--- DATA SHOWN Enclosed Below ---

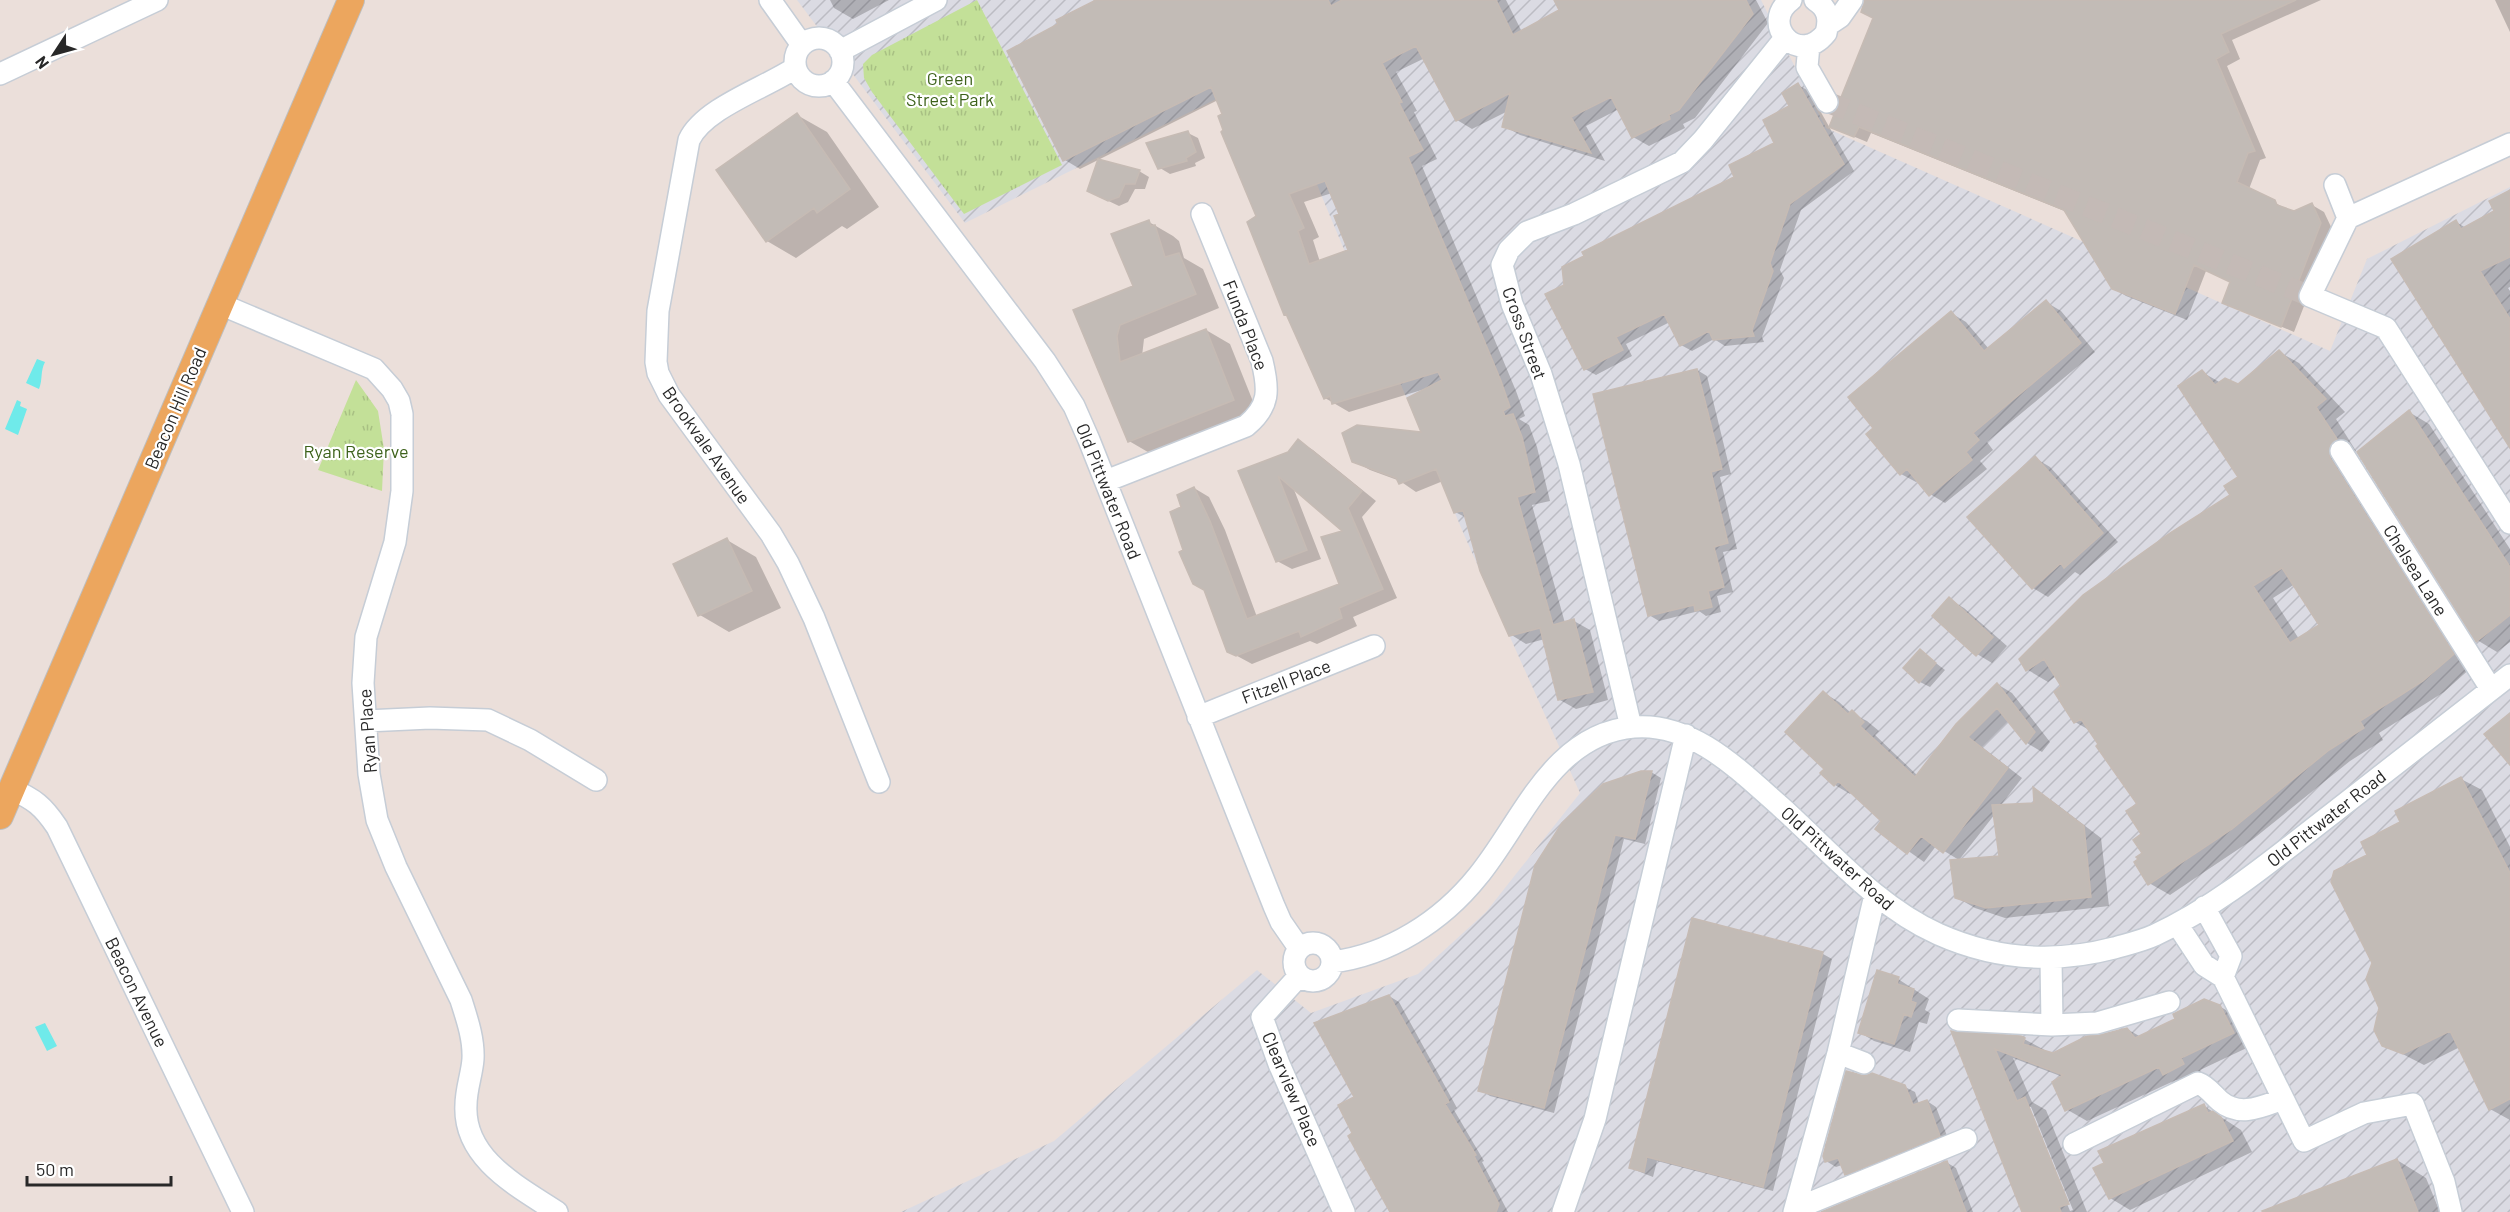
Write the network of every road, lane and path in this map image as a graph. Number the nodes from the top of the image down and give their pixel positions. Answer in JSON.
{"nodes":[{"id":1,"x":157,"y":0,"type":"edge"},
{"id":2,"x":351,"y":0,"type":"edge"},
{"id":3,"x":770,"y":0,"type":"edge"},
{"id":4,"x":936,"y":0,"type":"edge"},
{"id":5,"x":1791,"y":0,"type":"edge"},
{"id":6,"x":1852,"y":0,"type":"edge"},
{"id":7,"x":1818,"y":1,"type":"edge"},
{"id":8,"x":1828,"y":25,"type":"junction"},
{"id":9,"x":1785,"y":38,"type":"junction"},
{"id":10,"x":802,"y":45,"type":"junction"},
{"id":11,"x":1809,"y":45,"type":"junction"},
{"id":12,"x":840,"y":51,"type":"junction"},
{"id":13,"x":795,"y":68,"type":"junction"},
{"id":14,"x":0,"y":74,"type":"edge"},
{"id":15,"x":833,"y":81,"type":"junction"},
{"id":16,"x":1827,"y":102,"type":"tunnel mouth"},
{"id":17,"x":2510,"y":144,"type":"edge"},
{"id":18,"x":2335,"y":185,"type":"dead end"},
{"id":19,"x":1202,"y":214,"type":"dead end"},
{"id":20,"x":2348,"y":218,"type":"junction"},
{"id":21,"x":220,"y":304,"type":"junction"},
{"id":22,"x":2341,"y":451,"type":"dead end"},
{"id":23,"x":1106,"y":481,"type":"junction"},
{"id":24,"x":2510,"y":523,"type":"edge"},
{"id":25,"x":1374,"y":646,"type":"dead end"},
{"id":26,"x":2510,"y":675,"type":"edge"},
{"id":27,"x":2491,"y":689,"type":"junction"},
{"id":28,"x":1198,"y":717,"type":"junction"},
{"id":29,"x":366,"y":721,"type":"junction"},
{"id":30,"x":1631,"y":727,"type":"junction"},
{"id":31,"x":1686,"y":735,"type":"junction"},
{"id":32,"x":596,"y":780,"type":"dead end"},
{"id":33,"x":879,"y":782,"type":"dead end"},
{"id":34,"x":12,"y":789,"type":"junction"},
{"id":35,"x":0,"y":816,"type":"edge"},
{"id":36,"x":1875,"y":895,"type":"junction"},
{"id":37,"x":2204,"y":907,"type":"junction"},
{"id":38,"x":2176,"y":924,"type":"junction"},
{"id":39,"x":1299,"y":948,"type":"junction"},
{"id":40,"x":2051,"y":959,"type":"junction"},
{"id":41,"x":1332,"y":962,"type":"junction"},
{"id":42,"x":1299,"y":976,"type":"junction"},
{"id":43,"x":2223,"y":977,"type":"junction"},
{"id":44,"x":2169,"y":1002,"type":"dead end"},
{"id":45,"x":1958,"y":1020,"type":"dead end"},
{"id":46,"x":2052,"y":1025,"type":"junction"},
{"id":47,"x":1838,"y":1053,"type":"junction"},
{"id":48,"x":1864,"y":1063,"type":"dead end"},
{"id":49,"x":2283,"y":1099,"type":"junction"},
{"id":50,"x":1966,"y":1139,"type":"dead end"},
{"id":51,"x":2074,"y":1144,"type":"dead end"},
{"id":52,"x":1794,"y":1210,"type":"edge"},
{"id":53,"x":243,"y":1212,"type":"edge"},
{"id":54,"x":557,"y":1212,"type":"edge"},
{"id":55,"x":1344,"y":1212,"type":"edge"},
{"id":56,"x":1563,"y":1212,"type":"edge"},
{"id":57,"x":2451,"y":1212,"type":"edge"}],
"edges":[{"from":1,"to":14,"type":"street"},
{"from":2,"to":21,"type":"main road","name":"Beacon Hill Road"},
{"from":3,"to":10,"type":"street"},
{"from":4,"to":12,"type":"street"},
{"from":5,"to":9,"type":"street"},
{"from":6,"to":8,"type":"street"},
{"from":7,"to":8,"type":"street"},
{"from":8,"to":11,"type":"street"},
{"from":9,"to":11,"type":"street"},
{"from":9,"to":30,"type":"street","name":"Cross Street"},
{"from":10,"to":12,"type":"street"},
{"from":10,"to":13,"type":"street"},
{"from":11,"to":16,"type":"street"},
{"from":12,"to":15,"type":"street"},
{"from":13,"to":15,"type":"street"},
{"from":13,"to":33,"type":"street","name":"Brookvale Avenue"},
{"from":15,"to":23,"type":"street","name":"Old Pittwater Road"},
{"from":17,"to":20,"type":"street"},
{"from":18,"to":20,"type":"street"},
{"from":19,"to":23,"type":"street","name":"Funda Place"},
{"from":20,"to":24,"type":"street"},
{"from":21,"to":29,"type":"street","name":"Ryan Place"},
{"from":21,"to":34,"type":"main road","name":"Beacon Hill Road"},
{"from":22,"to":27,"type":"street","name":"Chelsea Lane"},
{"from":23,"to":28,"type":"street","name":"Old Pittwater Road"},
{"from":25,"to":28,"type":"street","name":"Fitzell Place"},
{"from":26,"to":27,"type":"street","name":"Old Pittwater Road"},
{"from":27,"to":37,"type":"street","name":"Old Pittwater Road"},
{"from":28,"to":39,"type":"street","name":"Old Pittwater Road"},
{"from":29,"to":32,"type":"street"},
{"from":29,"to":54,"type":"street","name":"Ryan Place"},
{"from":30,"to":31,"type":"street","name":"Old Pittwater Road"},
{"from":30,"to":41,"type":"street","name":"Old Pittwater Road"},
{"from":31,"to":36,"type":"street","name":"Old Pittwater Road"},
{"from":31,"to":56,"type":"street"},
{"from":34,"to":35,"type":"main road","name":"Beacon Hill Road"},
{"from":34,"to":53,"type":"street","name":"Beacon Avenue"},
{"from":36,"to":40,"type":"street","name":"Old Pittwater Road"},
{"from":36,"to":47,"type":"street"},
{"from":37,"to":38,"type":"street","name":"Old Pittwater Road"},
{"from":37,"to":43,"type":"street"},
{"from":38,"to":40,"type":"street","name":"Old Pittwater Road"},
{"from":38,"to":43,"type":"street"},
{"from":39,"to":41,"type":"street"},
{"from":39,"to":42,"type":"street"},
{"from":40,"to":46,"type":"street"},
{"from":41,"to":42,"type":"street"},
{"from":42,"to":55,"type":"street","name":"Clearview Place"},
{"from":43,"to":49,"type":"street"},
{"from":44,"to":46,"type":"street"},
{"from":45,"to":46,"type":"street"},
{"from":47,"to":48,"type":"street"},
{"from":47,"to":52,"type":"street"},
{"from":49,"to":51,"type":"street"},
{"from":49,"to":57,"type":"street"},
{"from":50,"to":52,"type":"street"}]}
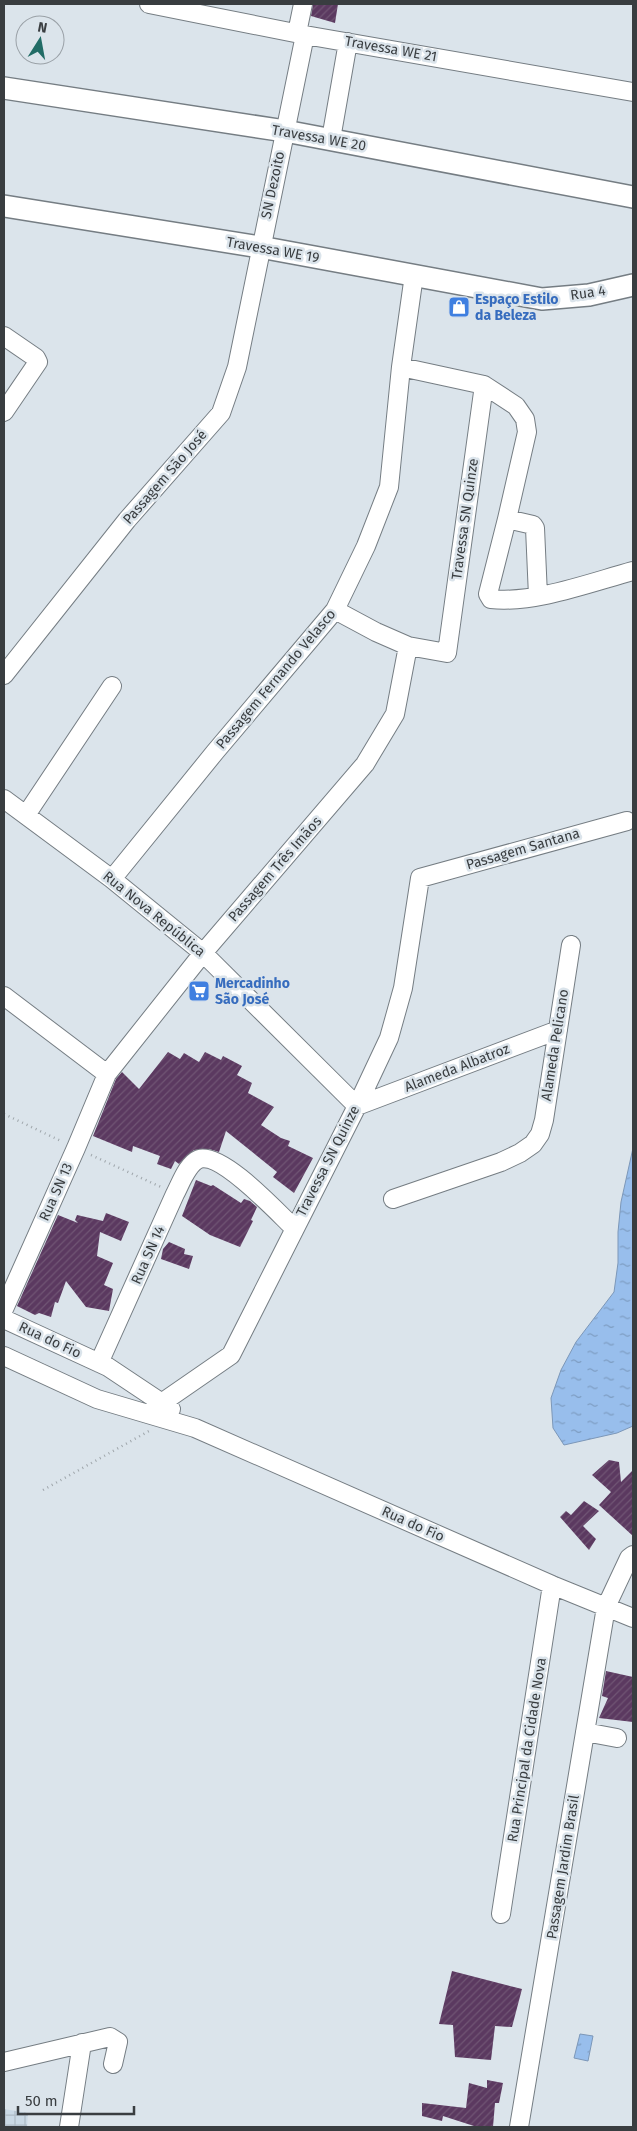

--- End of Enclosed DATA SHOWN ---

TASK DETAILS: Tell how many lines in the entries contain the string "Place", and give nothing beyond the number.

ANSWER FOR THE TASK: 5